From: Damien Broderick (d.broderick@english.unimelb.edu.au)
Date: Mon Jan 01 2001 - 23:35:11 MST
At 01:10 AM 2/01/01 -0500, Eliezer wrote:
>If you're really, really strict, you can consider
>the complete riddle-and-answer pair to be a Henkin Riddle.
I prefer to think of it by reference to another Henkin, in the interesting
argument advanced by Aliza Berger, who noted his Gordian knot-cutting
interpretation:
`I could carry around with me the responsum in the book "Bne Banim" by
Rabbi Henkin, which says that
if only a few women are present, a mechitza isn't required. By the same
token, a man entering the women's section once in a while is all right. But
I'd rather leave the room for many women to come -- by which time
we'd need a mechitza. Also, I'd rather not make a scene. I just want to
pray.'
Me too, sort of.
One is reminded, after all, of Chaya Ochs's conundrum, here paraphrased by
Akiva Miller:
1) A person who has absolutely no money does not have to sell his
possessions to get money for Shabbos candles.
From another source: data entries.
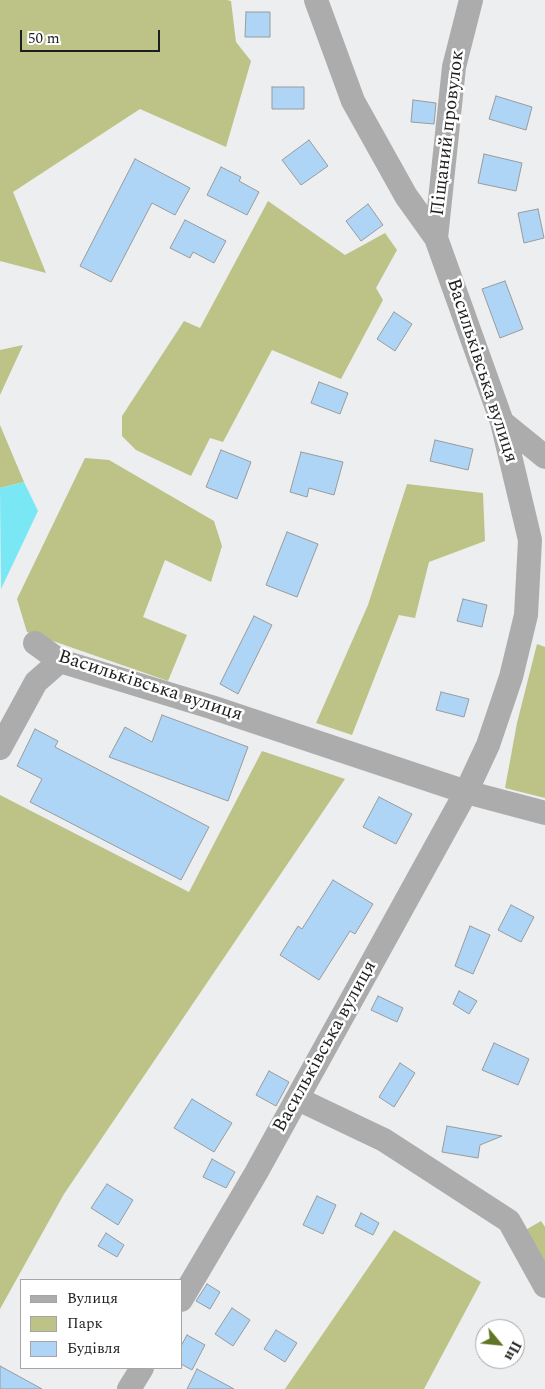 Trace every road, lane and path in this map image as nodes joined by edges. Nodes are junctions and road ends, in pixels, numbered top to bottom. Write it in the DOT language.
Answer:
graph roads {
  1 [pos="316,0"];
  2 [pos="471,0"];
  3 [pos="436,238"];
  4 [pos="502,422"];
  5 [pos="545,457"];
  6 [pos="545,517"];
  7 [pos="530,540"];
  8 [pos="35,643"];
  9 [pos="60,661"];
  10 [pos="0,748"];
  11 [pos="466,792"];
  12 [pos="545,813"];
  13 [pos="298,1098"];
  14 [pos="545,1286"];
  15 [pos="182,1298"];
  16 [pos="141,1369"];
  17 [pos="129,1389"];
  1 -- 3 [label="street, Васильківська вулиця"];
  2 -- 3 [label="street, Піщаний провулок"];
  3 -- 4 [label="street, Васильківська вулиця"];
  4 -- 5 [label="street"];
  4 -- 7 [label="street, Васильківська вулиця"];
  6 -- 7 [label="street"];
  7 -- 11 [label="street, Васильківська вулиця"];
  8 -- 9 [label="street, Васильківська вулиця"];
  9 -- 10 [label="street"];
  9 -- 11 [label="street, Васильківська вулиця"];
  11 -- 12 [label="street, Васильківська вулиця"];
  11 -- 13 [label="street, Васильківська вулиця"];
  13 -- 14 [label="street"];
  13 -- 15 [label="street, Васильківська вулиця"];
  16 -- 17 [label="street"];
}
2) Even such a person must sell the shirt off his back to buy a single
Chanuka candle, which is the minimum with which to do the mitzva.
3) A person who has only one candle on Erev Shabbos Chanuka must use it for
the mitzva of Shabbos candles, not the mitzva of Chanuka candles.
4) It turns out that he sold his shirt to buy a Shabbos candle, which he
originally was not required to do. Was this required or not?
These are deep issues we venture upon, not quite paradoxes, more indices of
the power of the intelligent human mind to tangle itself up to no useful
purpose. But enough of candles and shirts and interpenetration of loci,
pray unpack that alleged boxed meta-riddle so all may understand.